Of course I would promote that idea, but really I'd be willing to bet it looks something like a pareto distribution, and it would be interesting to see what puts a user on one side of that curve or the the other.

patio11's 1.39 average reply rate would be an outlier, and there are people whose comments have the authority to simply close discussions that would need upvote stats to distinguish them might get lost viewed in that narrow dimension, but for all the time people spend on this site, it would be interesting to get a sense of what that might mean.

2 comments

Not sure I agree with your conclusions.
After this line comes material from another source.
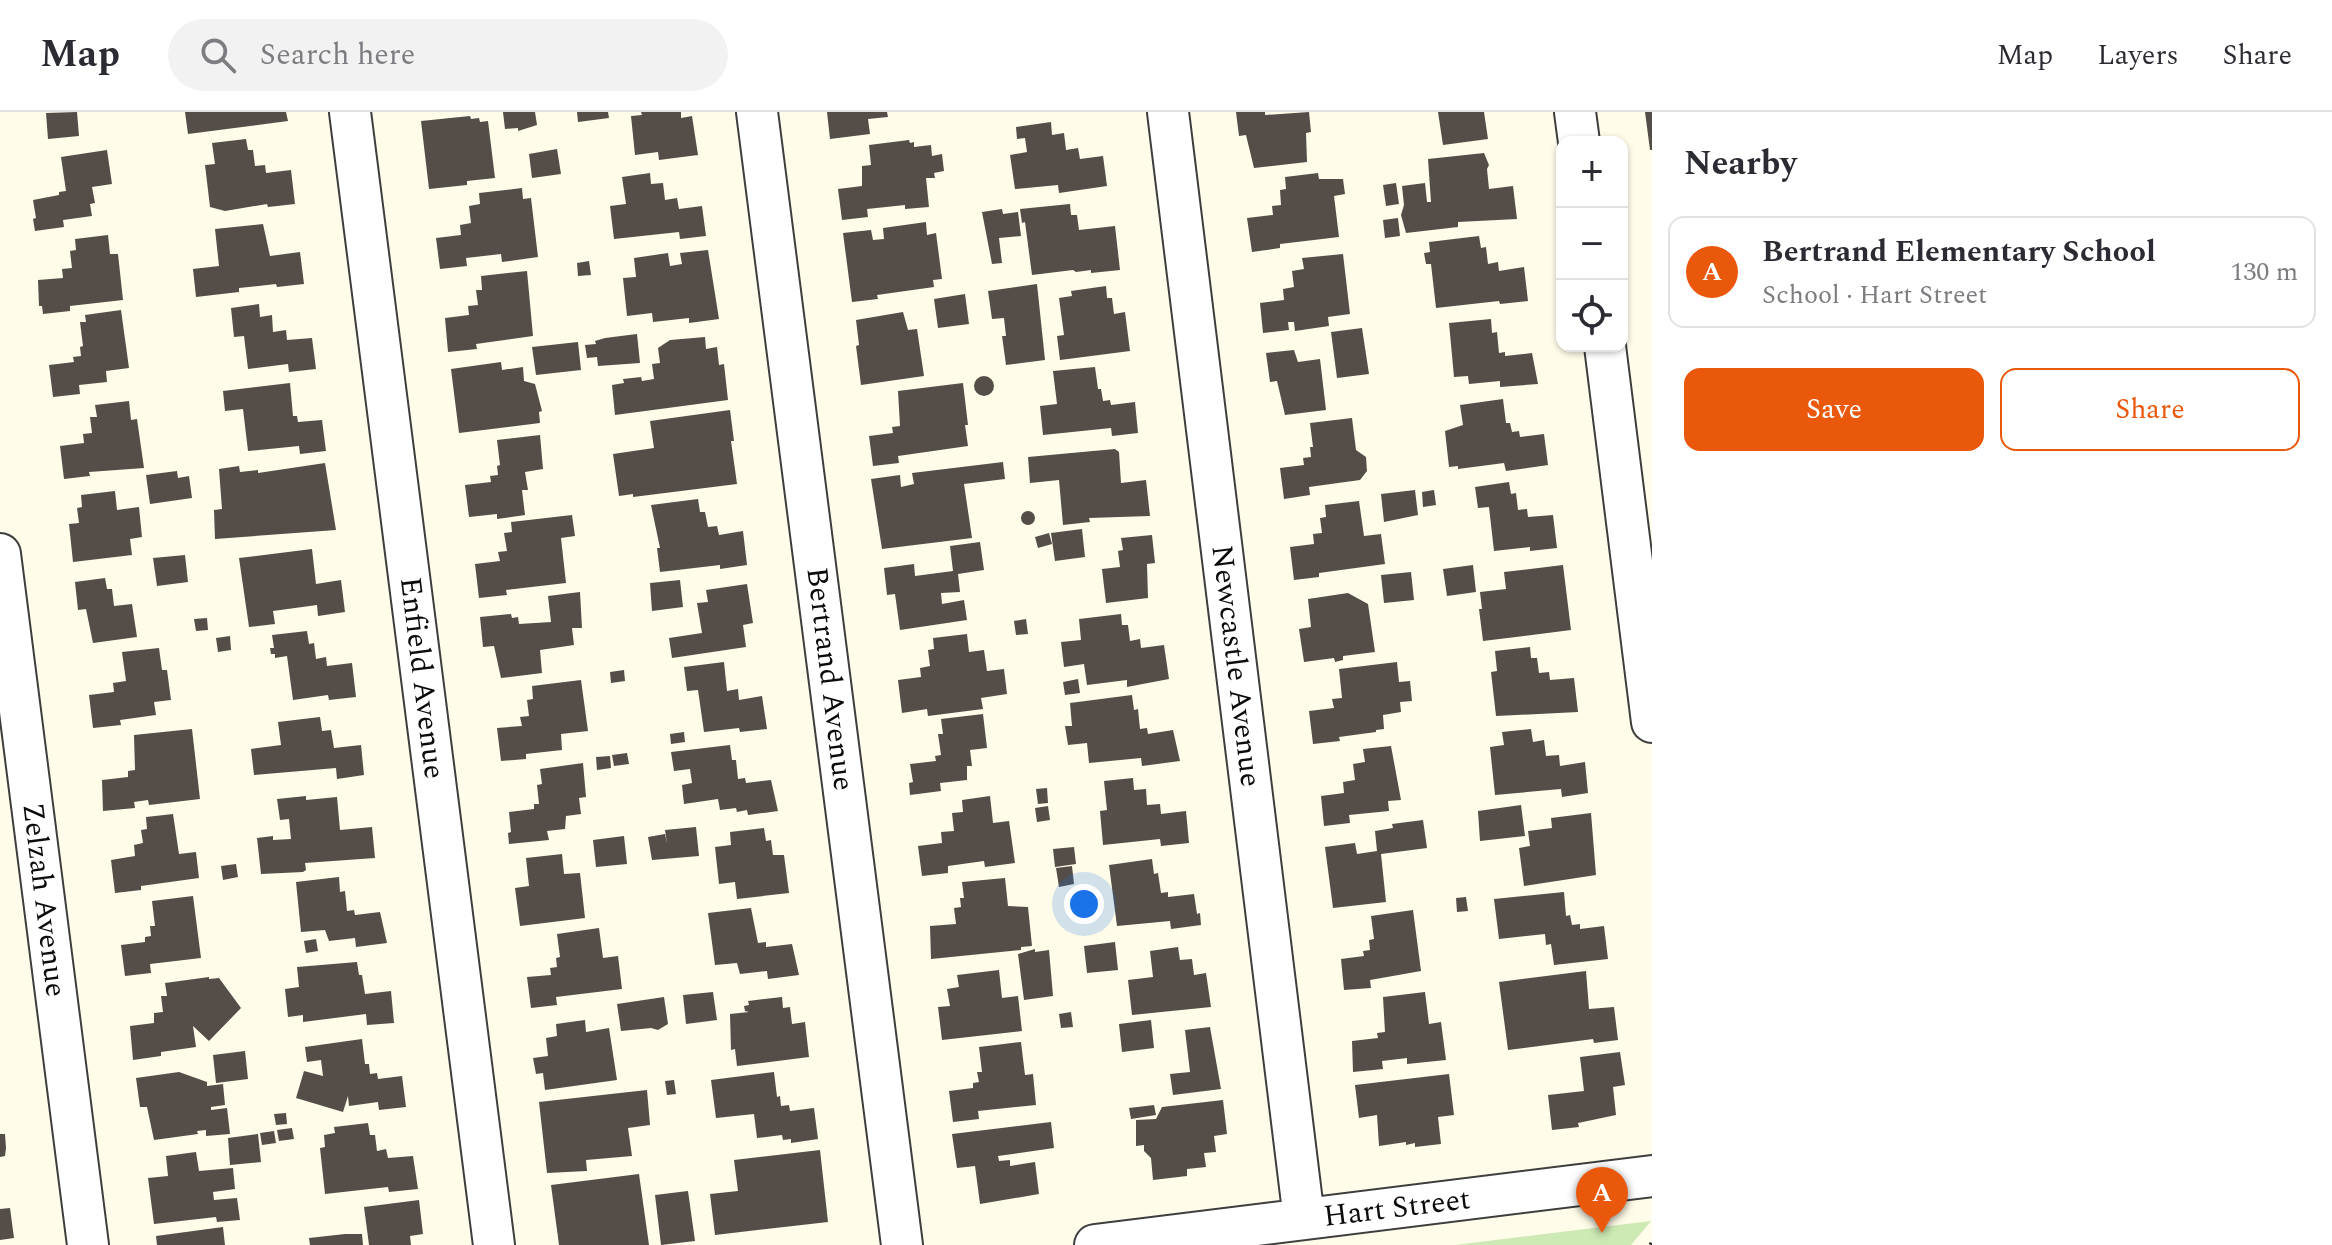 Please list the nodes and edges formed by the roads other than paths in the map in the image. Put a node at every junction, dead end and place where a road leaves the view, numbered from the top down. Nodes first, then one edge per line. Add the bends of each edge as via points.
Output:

A high amount of response could just mean a controversial/inflammatory comment or a comment of inquisitive nature that people want to respond to, instead of a high-value comment.

I apparently have an avg reply rate of 1.8 and would not say that my comments are somehow better than patios.

Interesting what high-value might be though.

Popular claptrap might not be valuable. Engagement can be value, and a many-to-many thread is typically good, except when it becomes a 1:1 drill down match. I think a sincere controversy is exceptionally valuable because it frames something essential about the topic, at least when it isn't just the iteration of talking points. A bold provocation can also be useful because the quality of the responses may reveal unexamined assumptions.

Better? Meh, but indicative of a certain quality factor, I'd say no doubt.

Cool idea. Just to explore it further, I think it’d be interesting to create a model that included a couple other major factors, like when the comment was posted relative to the front-paging of the article and where the parent comment fell on the page (this comment is responding to the top comment, which will help it a lot).

I guess I’m not aware of an analysis with this goal (who and what types of comments engender more conversation) anywhere else, and actually doing it would probably be pretty fascinating. Again, cool idea.